ふたりのハートを
永遠に結びつける
魔法の料理かもしれない。

ラ・グランターブル ドゥ キタムラ
オーナーシェフ 北村 竜二氏(45才)

60席を有す店内は、レストランウエディングの会場としても度々使われる。時にはプロポーズの場所として、時にはかけがえのない人と一緒に。一度しかない人生の、特別な一瞬にふさわしい料理でもてなしてくれるのがフレンチの名店「ラ・グランターブル ドゥ キタムラ」。一皿、一皿出される度に、ゲストは誰よりも何よりもまずその料理に心を掴まれ恋に落ちてしまうのではないだろうか。

情熱でしたためた一通の手紙が
渡欧への架け橋に


ラ・グランターブル ドゥ キタムラでは二回として同じ料理が出されることはない。来店した時のゲストの空気を瞬時に読んで料理を創造するという。ゲストを思い至る愛情がお皿の上にたっぷりと注がれている

ラ・グランターブル ドゥ キタムラでは二回として同じ料理が出されることはない。来店した時のゲストの空気を瞬時に読んで料理を創造するという。ゲストを思い至る愛情がお皿の上にたっぷりと注がれている

デザートのように美しい料理と絶賛される北村シェフの料理。美味しいだけでなく、うっとりとロマンチックな気分で満たしてくれる

デザートのように美しい料理と絶賛される北村シェフの料理。美味しいだけでなく、うっとりとロマンチックな気分で満たしてくれる

フレンチと言えば、どこかかしこまった空気を醸し出しているが、オーナーシェフである北村氏は、どこまでもおおらかで、限りなく明るい雰囲気を放っていた。この、際限ない明るさが10年以上にわたり、欧州での厳しい料理人の世界を生き抜くには必要不可欠であることが、話を聞いていくうちに徐々にわかってくる。

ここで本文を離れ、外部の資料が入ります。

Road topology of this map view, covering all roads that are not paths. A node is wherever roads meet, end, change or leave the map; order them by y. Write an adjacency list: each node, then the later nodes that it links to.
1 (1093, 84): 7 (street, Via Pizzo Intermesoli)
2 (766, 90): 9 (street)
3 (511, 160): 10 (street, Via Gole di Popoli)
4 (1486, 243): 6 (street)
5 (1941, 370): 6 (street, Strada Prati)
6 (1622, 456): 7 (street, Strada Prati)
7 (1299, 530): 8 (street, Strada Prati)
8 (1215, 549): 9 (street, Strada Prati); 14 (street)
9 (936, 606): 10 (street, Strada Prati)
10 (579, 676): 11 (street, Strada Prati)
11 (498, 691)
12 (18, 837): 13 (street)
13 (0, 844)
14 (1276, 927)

いったいこの大陸的な明るさはどこから来ているのだろか?

「小学生の頃に父を亡くしているので、母を助けるために、弟にご飯を作ったりしたのが初めて料理をしたきっかけでした。自分では気づいていませんでしたが、どこか寂しかったんでしょうか・・・TVや、結婚式で見る、明るく華やかな料理人の世界に次第に惹かれるようになっていきましたね」

陽気さだけでない生きる強さが北村氏の明るさの光源なのかもしれない。

16才。北村氏は母親に相談することなく料理人として生きる道を選んだ。

岐阜のホテルで初めて料理を学び、その後、いとこが経営するフレンチレストランを手伝ううちにフランスへの憧憬が高まっていった。そして、17才の時、初めてフランス料理を勉強するためにパリを旅した。その時の想い出を胸に、いつかは本場パリで修業をしようと一人、心に決意した。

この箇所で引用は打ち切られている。